HECHOS Y ACTUACION PROCESAL RELEVANTE
1. Según se advierte, los acontecimientos consisten en que el 21 de mayo de 2007, dentro de la residencia ubicada en la carrera 16 No 33-79, del barrio 12 de octubre de la ciudad de Valledupar, ingresaron varios sujetos quienes utilizando arma de fuego arremetieron contra la vida de Julio Sebastián Maestre Hinojosa y su hijo William Maestre Amaya.
2. En lo que respecta a la actuación, el 27 de septiembre de 2010, el Juzgado Cuarto Penal del Circuito de esa municipalidad condenó a Raumith Emilio Fula Castilla a 420 meses de prisión, interdicción de derechos y funciones públicas por 20 años e indemnización por perjuicios morales equivalentes a 150 salarios mínimos legales mensuales vigentes, como autor responsable del delito de homicidio agravado de Julio Sebastián Maestre Hinojosa, pero, lo absolvió por el de William Maestre Amaya.
3. El 8 de noviembre siguiente, la Sala de Decisión Penal del Tribunal Superior de Valledupar confirmó la determinación.
4. El 26 de octubre de 2011, la Sala, luego de evaluar los presupuestos de lógica y debida fundamentación de la demanda de casación presentada por el defensor del procesado, inadmitió el libelo.
5. Posteriormente, también formuló petición de revisión que, el 16 de noviembre de 2016, fue inadmitida por la Corte.
LA DEMANDA
El litigante inicia solicitando la revisión de las sentencias del Tribunal Superior del Distrito Judicial de Valledupar, del 8 de noviembre de 2010, y de la Sala de Casación Penal de la Corte Suprema de Justicia, emitida el 26 de octubre de 2011, con las que destaca, se «dispuso declarar responsable» a su mandatario.
Luego de referir los hechos y la actuación, señala que el Juzgado Cuarto Penal del Circuito de Valledupar profirió fallo de condena en contra de su poderdante, «dándole plena veracidad al testimonio de Celsa Soraya Flórez Cortés», quien afirmó ante los funcionarios de la Dirección de Investigación Criminal e Interpol, que el condenado «se encontraba parado en el patio» del occiso Julio Sebastián Maestre Hinojosa, sin embargo, indica que la declaración fue sugerida por los investigadores policiales.
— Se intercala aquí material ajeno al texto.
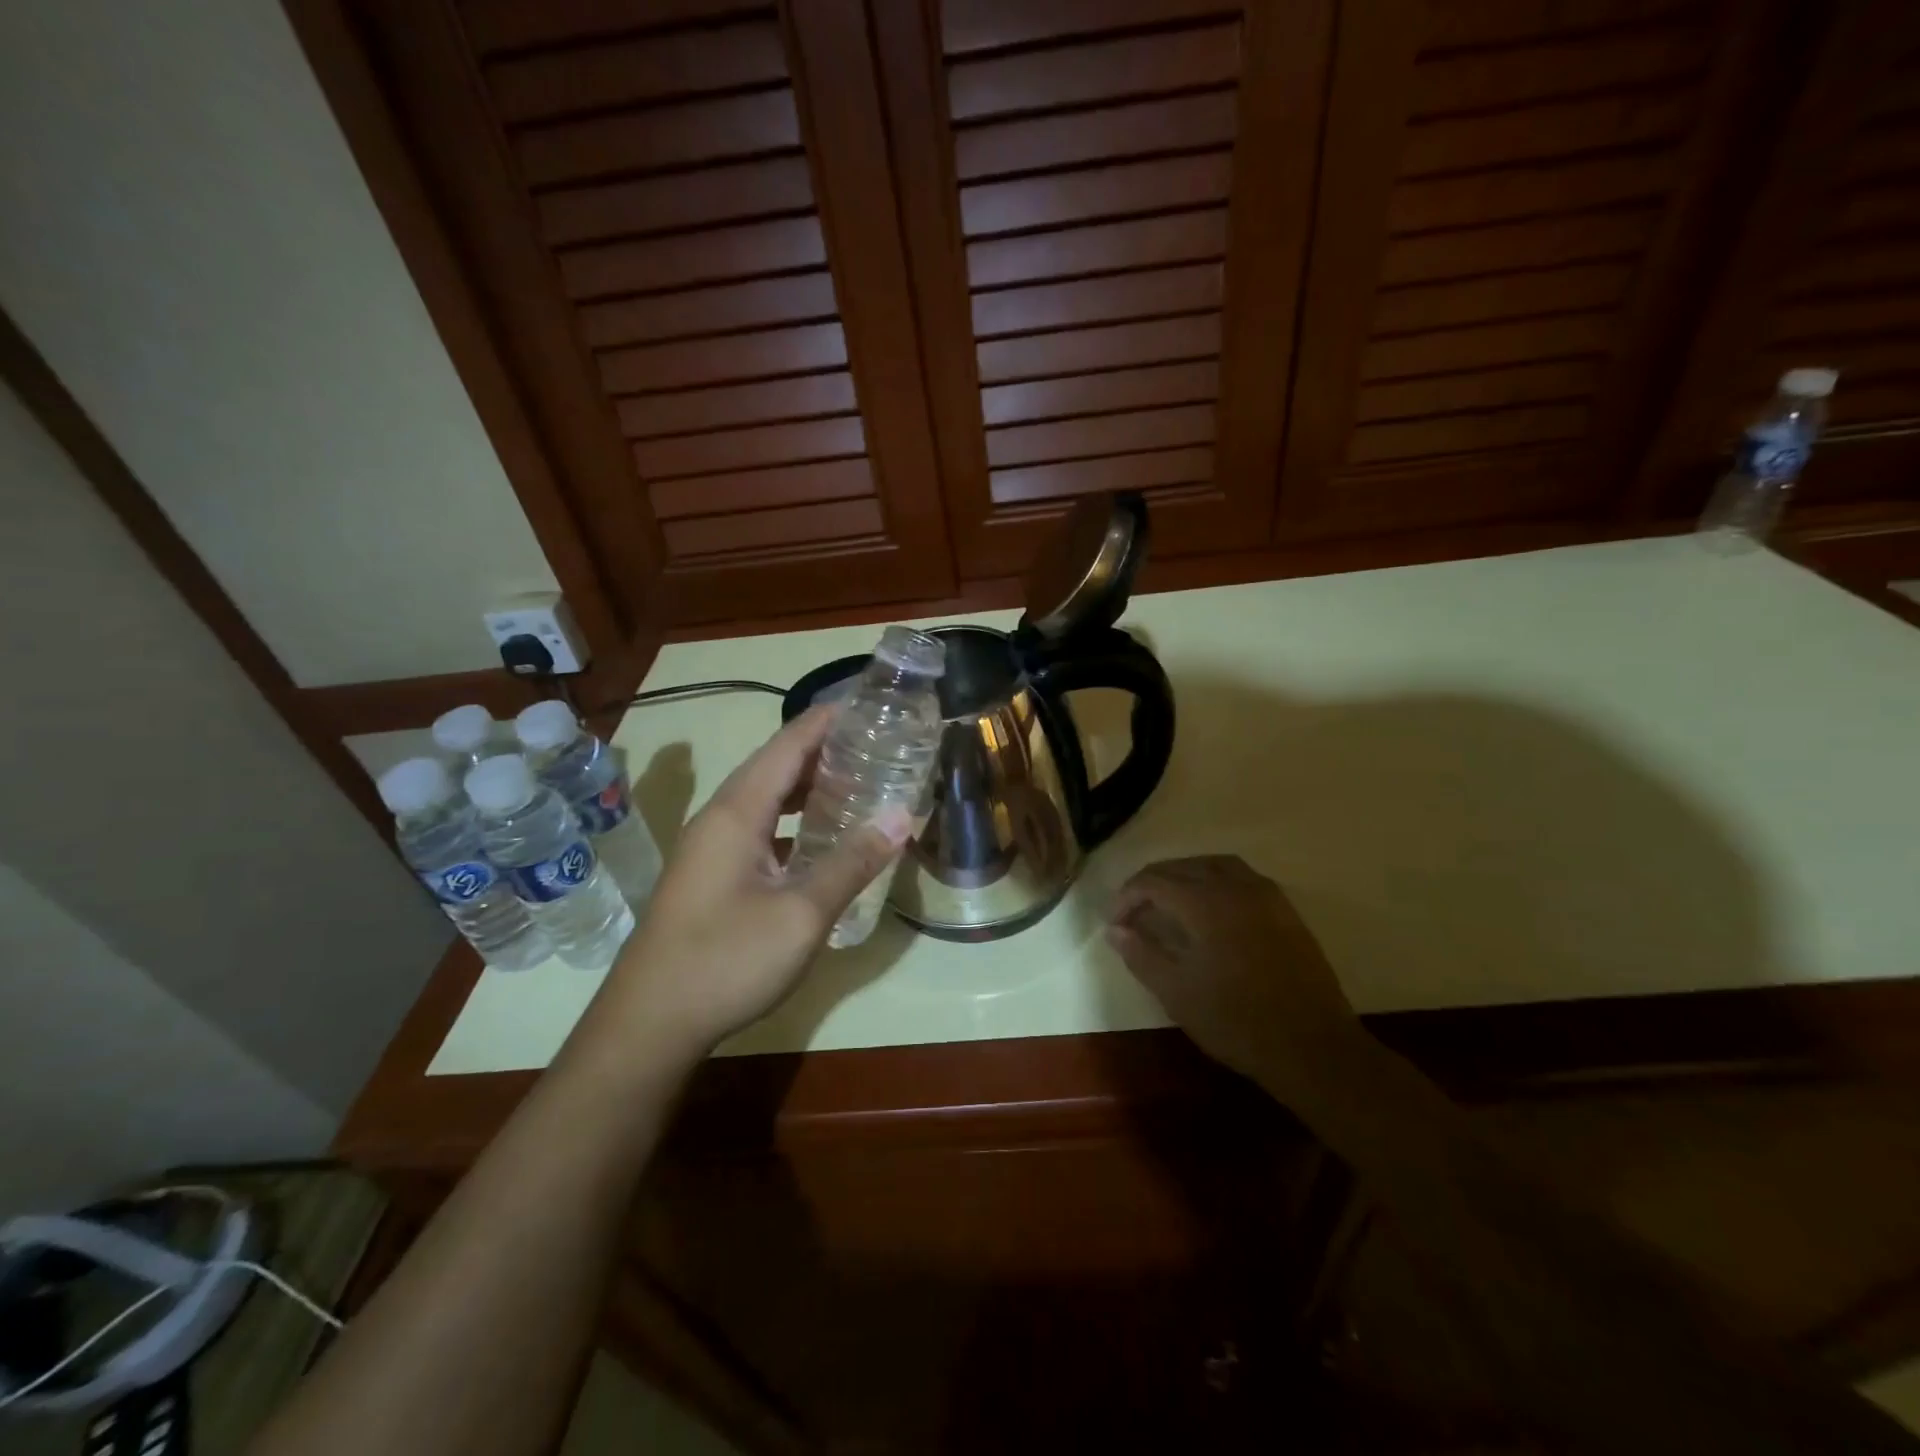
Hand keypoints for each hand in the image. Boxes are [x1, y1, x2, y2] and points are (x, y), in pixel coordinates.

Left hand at [584, 706, 910, 1065]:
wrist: (648, 1025)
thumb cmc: (725, 961)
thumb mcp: (801, 914)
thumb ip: (852, 862)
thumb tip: (901, 817)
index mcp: (737, 811)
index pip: (787, 744)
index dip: (826, 721)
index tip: (869, 705)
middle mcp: (719, 818)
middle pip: (775, 766)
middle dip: (824, 751)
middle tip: (876, 747)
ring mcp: (710, 848)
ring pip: (764, 799)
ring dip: (807, 787)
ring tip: (856, 784)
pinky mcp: (710, 875)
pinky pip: (757, 828)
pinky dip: (791, 820)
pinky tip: (818, 839)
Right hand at [1107, 855, 1358, 1085]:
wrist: (1312, 1046)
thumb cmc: (1236, 1021)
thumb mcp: (1176, 993)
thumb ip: (1141, 955)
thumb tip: (1115, 930)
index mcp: (1204, 902)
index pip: (1153, 881)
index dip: (1126, 897)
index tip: (1114, 923)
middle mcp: (1234, 886)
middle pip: (1182, 866)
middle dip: (1151, 883)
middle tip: (1133, 911)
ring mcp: (1264, 894)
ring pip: (1213, 864)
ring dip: (1184, 875)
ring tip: (1168, 901)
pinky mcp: (1284, 909)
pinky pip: (1241, 876)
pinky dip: (1214, 879)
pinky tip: (1209, 908)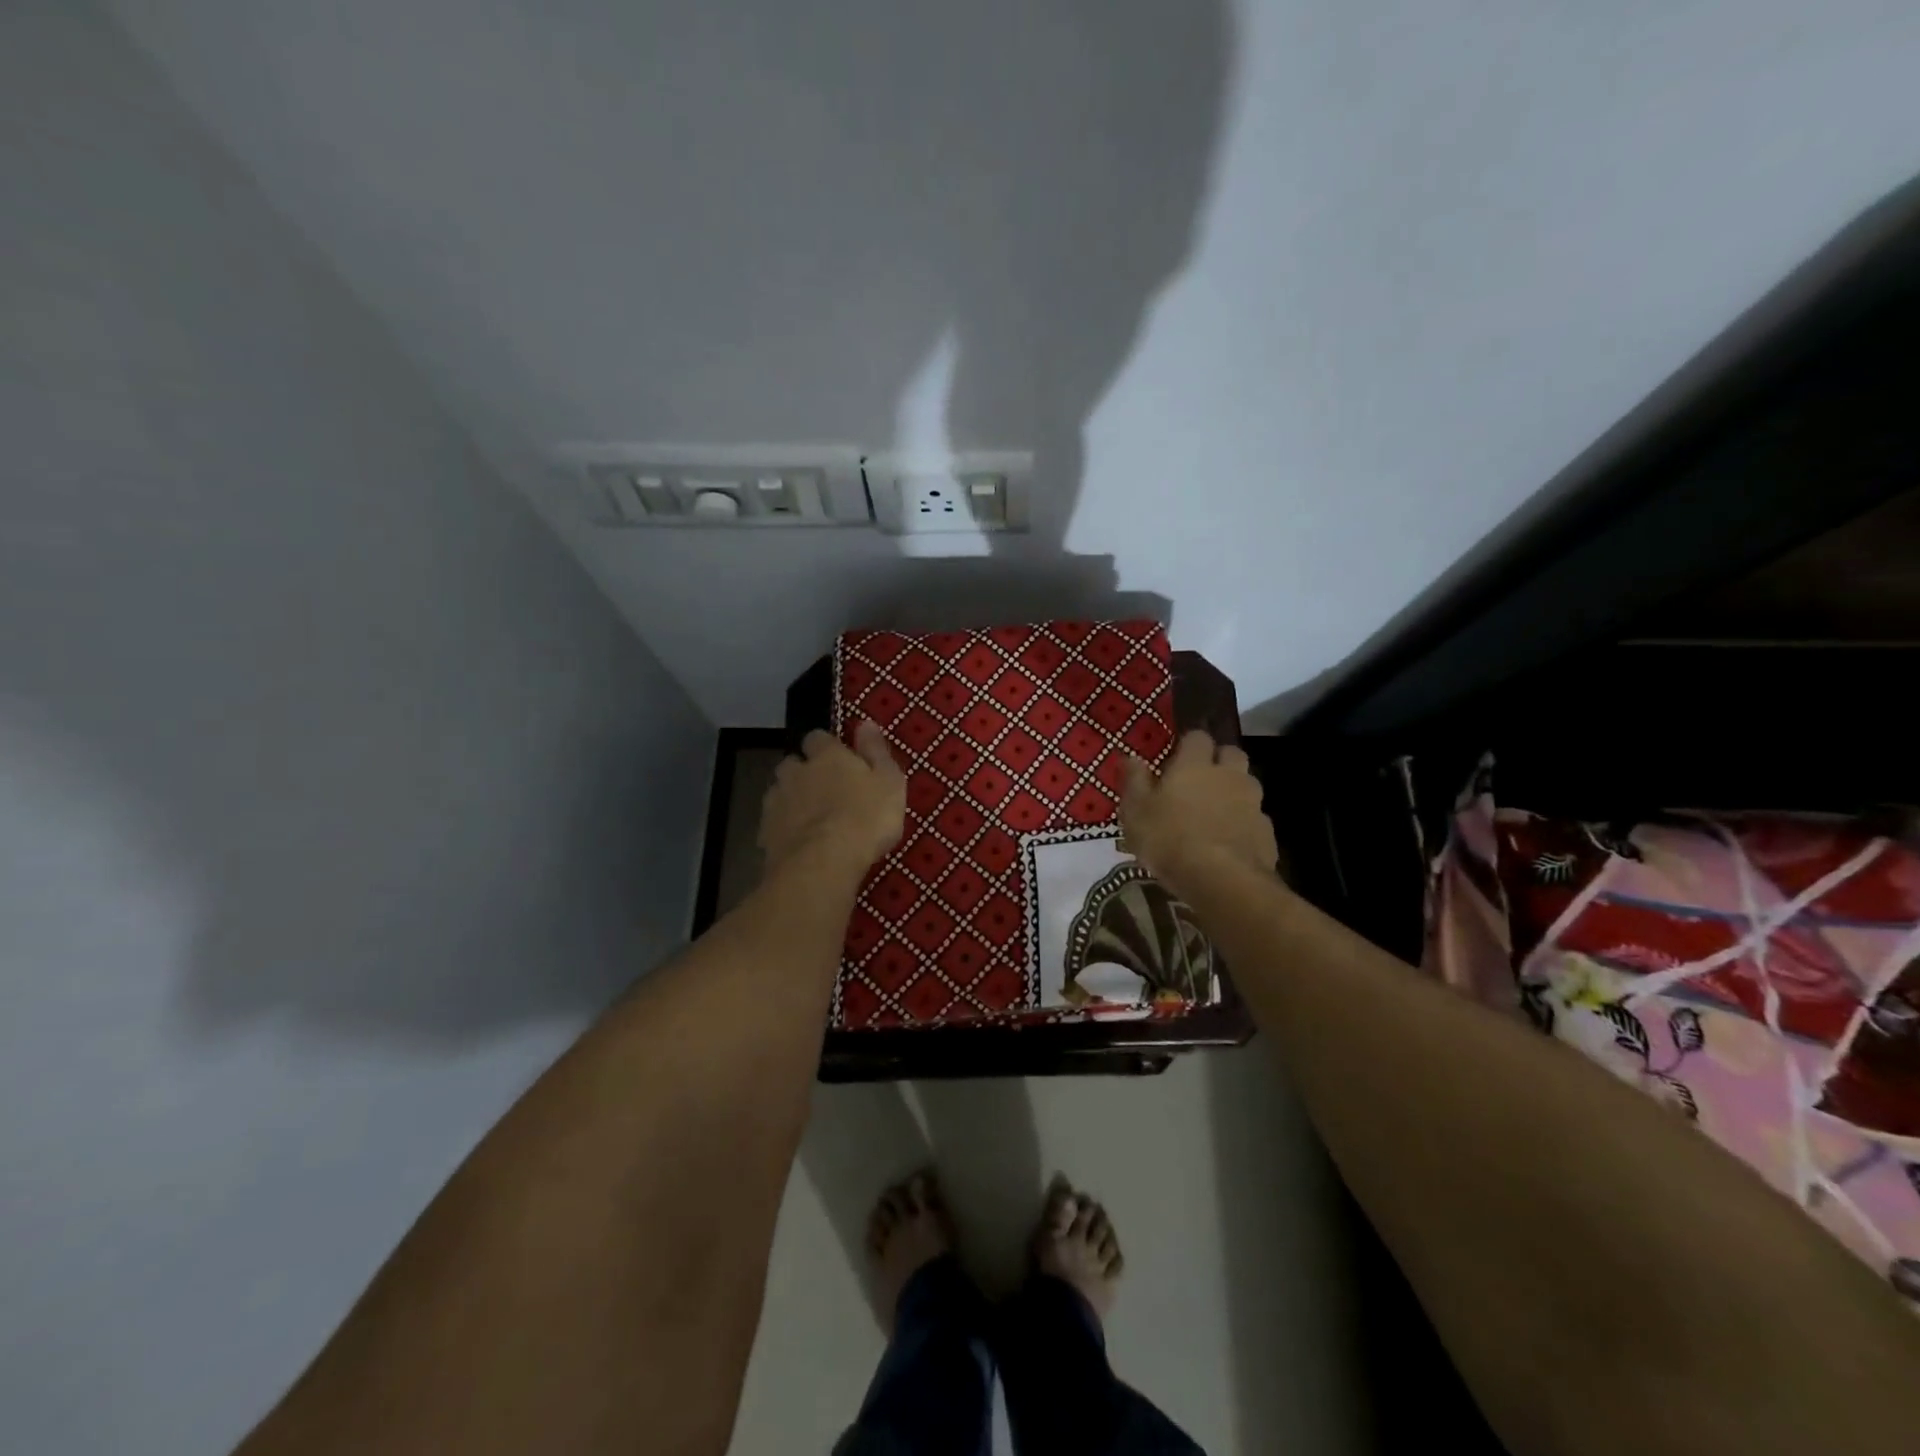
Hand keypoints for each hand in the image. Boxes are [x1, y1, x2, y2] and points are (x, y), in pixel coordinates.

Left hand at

Con fundamento en la causal 3ª del artículo 220 de la Ley 600 de 2000, el actor sustenta la petición, ya que, en proveído del 20 de febrero de 2014, el Tribunal Superior de Valledupar absolvió a Xavier Antonio Yepes Rondón, Heider Rubén Torregrosa Nieto y Jhon Emilio Fula Alvarado, -juzgados por los mismos hechos, pero, en diferente causa-, en razón a que las pruebas recaudadas no eran suficientes para vencer la presunción de inocencia, lo que impuso la aplicación de la duda en favor de los procesados.
Dice que, en ese proceso se desvirtuaron las manifestaciones de Celsa Soraya Flórez Cortés, al acreditarse, mediante «inspección y contrainterrogatorio», la imposibilidad de que divisara lo que sucedió.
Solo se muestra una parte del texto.